When he returned to the mound in 2013, Carrasco split his time between the big leagues and Triple-A. He started 14 games in Triple-A, but in his time with the big-league club, Cleveland opted to give him seven starts and brought him out of the bullpen on eight occasions.

The Indians continued utilizing Carrasco as a sixth starter, so to speak, in 2014, using him as both a starter and reliever -- until Carrasco forced his way into the rotation for good.

In 2014, his first season spent entirely in the big leagues, Carrasco had by far his best showing, posting a miniscule 2.44 FIP over 26 relief appearances and 14 starts. He was a reliever until August, and all he did as a starter was end the season by giving up one run or fewer in eight of his 10 starts, fanning 54 batters in 44 â…“ innings over the final month.

He’s continued the dominance in 2015.

Carrasco in 2015

Through most of August, Carrasco owns a 2.79 FIP and strikes out 9.85 batters per nine innings. His FIP ranks 10th among all pitchers while his K/9 rate slots in seventh.
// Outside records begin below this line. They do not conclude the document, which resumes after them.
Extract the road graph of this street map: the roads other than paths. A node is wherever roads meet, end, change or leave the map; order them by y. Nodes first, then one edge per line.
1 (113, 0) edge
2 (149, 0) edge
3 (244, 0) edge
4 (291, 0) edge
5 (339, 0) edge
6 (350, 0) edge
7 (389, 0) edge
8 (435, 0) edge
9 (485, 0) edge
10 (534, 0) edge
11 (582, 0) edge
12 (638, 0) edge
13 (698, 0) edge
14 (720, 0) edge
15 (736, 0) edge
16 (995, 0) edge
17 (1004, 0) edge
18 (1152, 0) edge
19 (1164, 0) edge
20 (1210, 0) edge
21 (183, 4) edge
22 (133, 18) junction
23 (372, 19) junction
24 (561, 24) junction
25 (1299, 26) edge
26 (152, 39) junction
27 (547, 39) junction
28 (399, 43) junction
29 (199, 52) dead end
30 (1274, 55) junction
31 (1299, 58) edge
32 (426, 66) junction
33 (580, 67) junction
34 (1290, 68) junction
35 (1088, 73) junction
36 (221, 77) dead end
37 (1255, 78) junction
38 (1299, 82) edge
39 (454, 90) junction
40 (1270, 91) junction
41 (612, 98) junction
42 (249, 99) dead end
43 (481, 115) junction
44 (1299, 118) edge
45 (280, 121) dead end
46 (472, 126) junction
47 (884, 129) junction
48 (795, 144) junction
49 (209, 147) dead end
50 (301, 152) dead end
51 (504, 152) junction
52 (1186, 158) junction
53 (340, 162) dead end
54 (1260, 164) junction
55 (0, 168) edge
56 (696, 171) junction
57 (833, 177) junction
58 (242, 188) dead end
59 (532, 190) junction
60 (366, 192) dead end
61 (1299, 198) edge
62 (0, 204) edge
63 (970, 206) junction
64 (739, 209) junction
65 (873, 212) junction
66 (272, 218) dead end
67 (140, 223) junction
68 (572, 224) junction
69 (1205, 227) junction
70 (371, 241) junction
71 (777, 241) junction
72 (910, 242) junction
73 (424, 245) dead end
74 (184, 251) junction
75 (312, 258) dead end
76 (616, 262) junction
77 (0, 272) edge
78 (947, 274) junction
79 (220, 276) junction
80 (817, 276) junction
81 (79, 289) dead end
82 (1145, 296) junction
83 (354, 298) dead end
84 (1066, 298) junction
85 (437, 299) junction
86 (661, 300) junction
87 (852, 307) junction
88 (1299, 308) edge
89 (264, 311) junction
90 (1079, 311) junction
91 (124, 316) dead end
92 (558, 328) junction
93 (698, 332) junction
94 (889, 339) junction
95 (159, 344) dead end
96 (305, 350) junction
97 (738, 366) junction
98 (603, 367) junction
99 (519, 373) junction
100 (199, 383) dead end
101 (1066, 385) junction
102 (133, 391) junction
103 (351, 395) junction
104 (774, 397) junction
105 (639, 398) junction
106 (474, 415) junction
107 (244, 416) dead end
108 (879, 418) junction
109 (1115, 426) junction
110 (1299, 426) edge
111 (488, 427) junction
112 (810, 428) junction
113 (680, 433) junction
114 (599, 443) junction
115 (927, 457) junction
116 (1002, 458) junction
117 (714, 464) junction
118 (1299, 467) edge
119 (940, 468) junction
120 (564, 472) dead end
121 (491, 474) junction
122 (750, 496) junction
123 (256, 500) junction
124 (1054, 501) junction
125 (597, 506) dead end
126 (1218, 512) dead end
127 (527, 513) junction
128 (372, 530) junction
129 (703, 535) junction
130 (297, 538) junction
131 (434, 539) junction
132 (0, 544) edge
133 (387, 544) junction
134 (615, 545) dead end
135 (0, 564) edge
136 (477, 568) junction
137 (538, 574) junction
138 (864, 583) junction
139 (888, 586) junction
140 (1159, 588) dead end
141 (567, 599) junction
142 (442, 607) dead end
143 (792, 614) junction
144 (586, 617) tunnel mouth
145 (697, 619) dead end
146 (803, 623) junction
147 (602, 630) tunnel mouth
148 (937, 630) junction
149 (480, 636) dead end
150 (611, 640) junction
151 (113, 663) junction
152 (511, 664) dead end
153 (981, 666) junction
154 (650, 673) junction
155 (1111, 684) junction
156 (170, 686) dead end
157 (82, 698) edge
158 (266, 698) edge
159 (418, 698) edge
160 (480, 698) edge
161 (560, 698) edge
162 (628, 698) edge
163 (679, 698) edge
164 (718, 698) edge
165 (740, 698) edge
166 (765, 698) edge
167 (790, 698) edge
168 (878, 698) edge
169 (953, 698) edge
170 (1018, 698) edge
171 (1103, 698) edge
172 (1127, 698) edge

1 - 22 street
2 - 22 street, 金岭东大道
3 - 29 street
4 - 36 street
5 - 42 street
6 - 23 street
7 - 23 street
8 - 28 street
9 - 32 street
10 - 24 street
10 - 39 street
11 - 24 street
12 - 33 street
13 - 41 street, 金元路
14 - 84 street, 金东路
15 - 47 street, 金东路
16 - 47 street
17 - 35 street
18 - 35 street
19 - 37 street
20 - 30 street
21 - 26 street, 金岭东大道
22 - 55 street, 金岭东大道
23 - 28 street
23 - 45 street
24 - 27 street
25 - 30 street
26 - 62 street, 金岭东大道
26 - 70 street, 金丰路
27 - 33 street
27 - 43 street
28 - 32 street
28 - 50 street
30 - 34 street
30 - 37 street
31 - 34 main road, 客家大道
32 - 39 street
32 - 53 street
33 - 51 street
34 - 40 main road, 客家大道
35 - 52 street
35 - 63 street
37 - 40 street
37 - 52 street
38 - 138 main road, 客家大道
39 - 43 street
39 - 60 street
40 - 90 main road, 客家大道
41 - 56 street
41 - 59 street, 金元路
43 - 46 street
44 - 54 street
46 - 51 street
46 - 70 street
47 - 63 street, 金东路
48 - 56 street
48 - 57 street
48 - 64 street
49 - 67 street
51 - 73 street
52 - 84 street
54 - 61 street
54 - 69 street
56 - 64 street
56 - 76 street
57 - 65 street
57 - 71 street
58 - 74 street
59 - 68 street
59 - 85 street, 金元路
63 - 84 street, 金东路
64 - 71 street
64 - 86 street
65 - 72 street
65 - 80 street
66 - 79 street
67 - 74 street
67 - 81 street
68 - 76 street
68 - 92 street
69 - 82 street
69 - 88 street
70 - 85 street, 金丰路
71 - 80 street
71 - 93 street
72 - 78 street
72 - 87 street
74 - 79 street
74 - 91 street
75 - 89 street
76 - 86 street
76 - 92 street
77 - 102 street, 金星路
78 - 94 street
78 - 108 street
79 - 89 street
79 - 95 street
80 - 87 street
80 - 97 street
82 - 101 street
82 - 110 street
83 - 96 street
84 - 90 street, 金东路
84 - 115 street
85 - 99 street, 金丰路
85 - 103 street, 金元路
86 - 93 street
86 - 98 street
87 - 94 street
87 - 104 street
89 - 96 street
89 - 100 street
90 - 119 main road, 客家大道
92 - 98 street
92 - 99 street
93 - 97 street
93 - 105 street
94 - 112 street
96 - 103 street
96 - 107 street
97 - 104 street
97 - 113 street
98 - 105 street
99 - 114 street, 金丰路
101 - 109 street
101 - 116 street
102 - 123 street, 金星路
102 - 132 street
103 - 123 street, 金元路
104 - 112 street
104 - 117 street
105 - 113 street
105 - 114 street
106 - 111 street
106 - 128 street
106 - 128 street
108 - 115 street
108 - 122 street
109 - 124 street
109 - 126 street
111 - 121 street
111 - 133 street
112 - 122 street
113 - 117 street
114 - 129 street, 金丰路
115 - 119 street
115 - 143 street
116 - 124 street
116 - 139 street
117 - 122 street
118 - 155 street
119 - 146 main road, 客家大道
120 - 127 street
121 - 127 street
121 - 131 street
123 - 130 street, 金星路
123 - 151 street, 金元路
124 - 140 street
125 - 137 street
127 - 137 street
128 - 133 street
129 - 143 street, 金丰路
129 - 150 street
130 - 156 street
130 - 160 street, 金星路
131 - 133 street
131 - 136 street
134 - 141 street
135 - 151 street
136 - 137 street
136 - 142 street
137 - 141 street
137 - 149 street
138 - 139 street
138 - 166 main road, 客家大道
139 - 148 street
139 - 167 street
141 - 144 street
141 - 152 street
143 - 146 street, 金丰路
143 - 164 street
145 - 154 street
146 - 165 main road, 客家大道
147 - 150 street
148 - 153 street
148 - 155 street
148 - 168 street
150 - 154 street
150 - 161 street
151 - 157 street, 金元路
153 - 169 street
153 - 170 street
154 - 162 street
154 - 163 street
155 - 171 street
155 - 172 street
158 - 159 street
His nERD -- which represents the number of runs prevented by comparison to a league-average pitcher per game -- of 2.24 is good for 12th.

Any way you slice it, he’s one of the best in the game this season.

How does a guy who made 26 appearances as a reliever in 2014 become one of the game’s elite starting pitchers a year later?

The glaring difference in his pitch repertoire is with his slider usage, which went up from 10.0 percent in 2013 all the way to 22.1 percent in 2014. Throwing more sliders -- and nasty ones, at that -- caused a spike in his swinging strike rate, which jumped from 9.0 percent in 2013 to 13.4 percent in 2014.

Carrasco has kept tweaking things this season.

He is using his knockout slider less (down to 15.1 percent) and his changeup more (12.3 percent to 20.7 percent). He’s also remade his fastball, which has the 10th highest average velocity at 94 miles per hour. Carrasco’s four-seam fastball usage is down from 45.3 in 2014 to 33.8 this year. What he’s done instead is throw a lot more two-seamers, upping his usage from 11.4 percent to 22.5 percent.

When you consider his contract, he’s one of the best values in baseball right now. Carrasco is in the first season of a four-year, $22 million deal that includes a pair of team options for 2019 and 2020. As a pitcher on pace for a five-win season, according to Fangraphs’ WAR, Carrasco is worth roughly $30 million this season, and he'll cost Cleveland just $22 million through 2018.

Our algorithms have Carrasco continuing to put up elite numbers the rest of the way, posting a 2.96 ERA, 1.08 WHIP and racking up 49 strikeouts, which are fourth-most among pitchers.